Violet is thinking proportionally. She went from a rate of 6 boxes in 18 minutes to 2 boxes in 6 minutes by performing the same operation on both numbers. She chose to divide by a whole number.
“We want to find how long it’s going to take Maya to pick two boxes. It says that Maya can pick six boxes in 18 minutes, and 2 is 1/3 of 6. That means we have to divide 18 by 3, in order to get 1/3 of 18, which is 6. It takes Maya 6 minutes to raspberries.“
Ngoc’s process is similar to Violet’s. He demonstrated a flexible understanding of how 1/3 of a number can be found by dividing that number by 3. (We worked on this a lot during number talks.)
“So for this question I got 6, because first I had to figure out how long it would take her pick up just one box. So I had to do 6 divided by 18 — I mean, sorry — 18 divided by 6 and I got a 3. And I doubled 3 because it says 2, so I had to double it and I got 6.“
Tali calculated a unit rate, and then scaled it back up. She explained why she was performing the operations, and had a beautiful self correction when she realized she was misstating what she did.

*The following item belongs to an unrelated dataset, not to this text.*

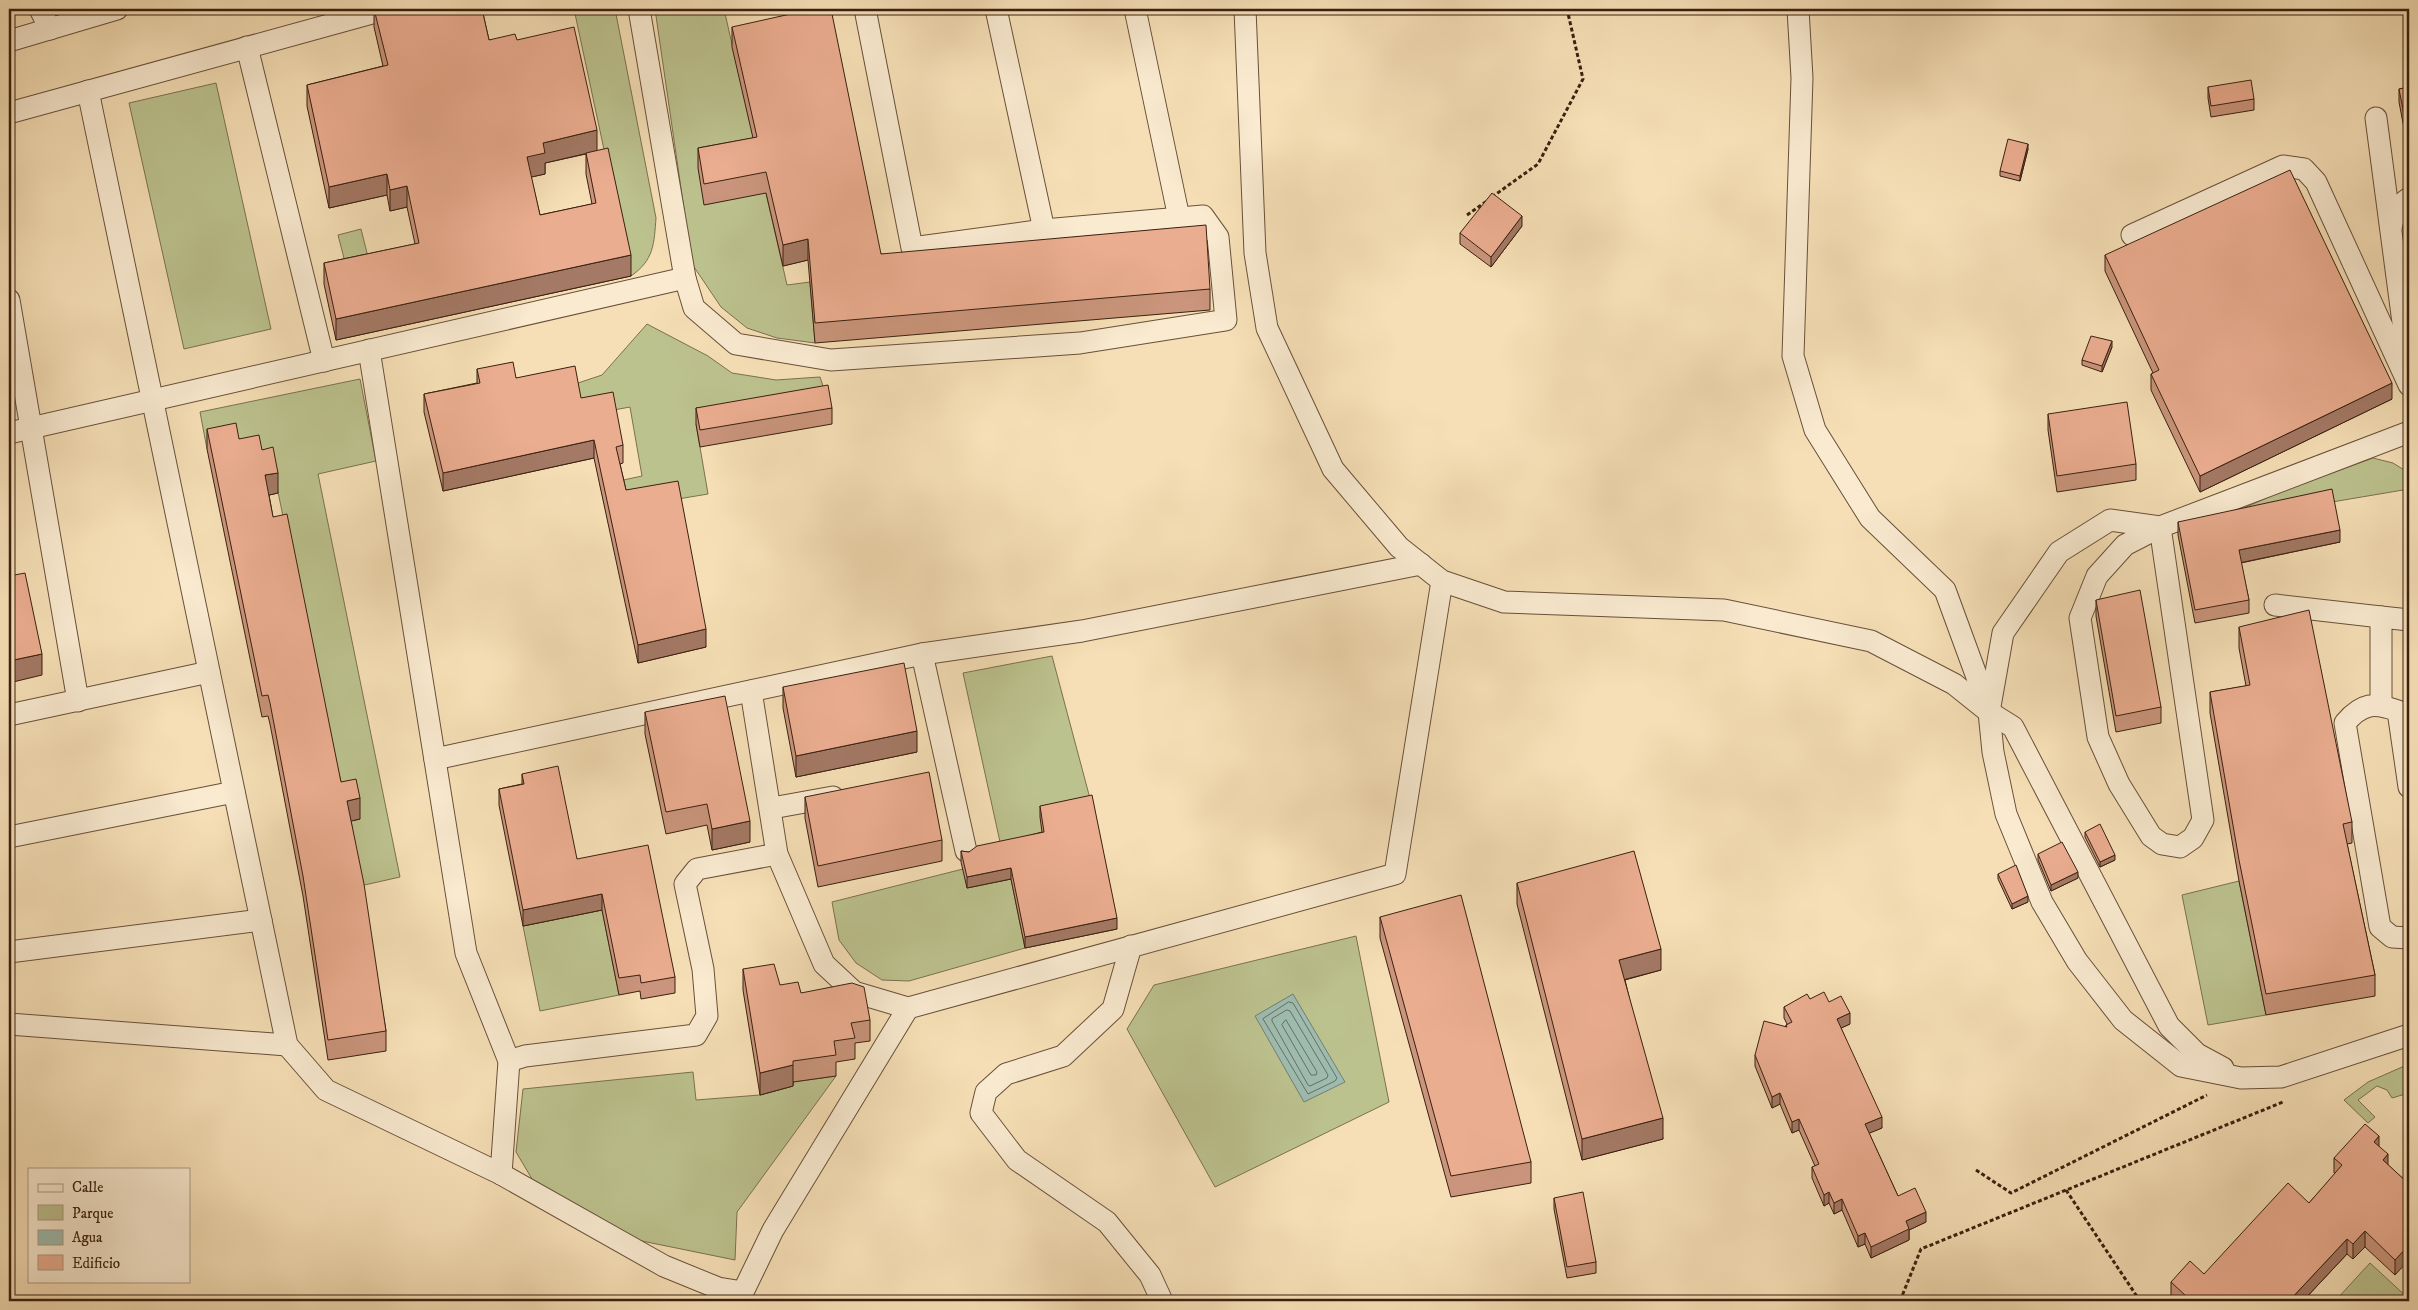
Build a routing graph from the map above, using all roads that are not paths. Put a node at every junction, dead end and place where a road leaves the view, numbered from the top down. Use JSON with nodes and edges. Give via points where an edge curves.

“If Maya picks six boxes in 18 minutes, then she will be picking 2 boxes in 6 minutes, because we know that she picks six boxes, so in 18 minutes, we’ll figure out how many boxes she picks in how many minutes. So for 1 box, it will be 3 minutes. Then we know how much 2 boxes is, so we time this by 2, which will be 2, and this one will be 6.”
Grace also found a unit rate. She showed it on a table, and moved vertically down the columns.
Reflecting on the Process
I loved watching my students talk about their thinking! We have class discourse, and students produce written work, but this sort of oral explanation felt different. Most oral communication is synchronous. Here, it was not only asynchronous, but students had the ability to plan a little before recording. I plan to revisit flipgrid interviews again soon.
Students expressed that this was a nice change of pace. “I wouldn’t want to do it every day, but it’s fun for a day or two! I felt very independent,” one student told me.
A colleague mentioned that these short videos would work well in student portfolios, too.
It doesn’t have the same conversational tenor as an in-person clinical interview, nor did it allow me to probe their thinking in the moment, but it served as a reasonable facsimile for my 75 remote students. I can envision using flipgrid interviews even when I return to in-person teaching.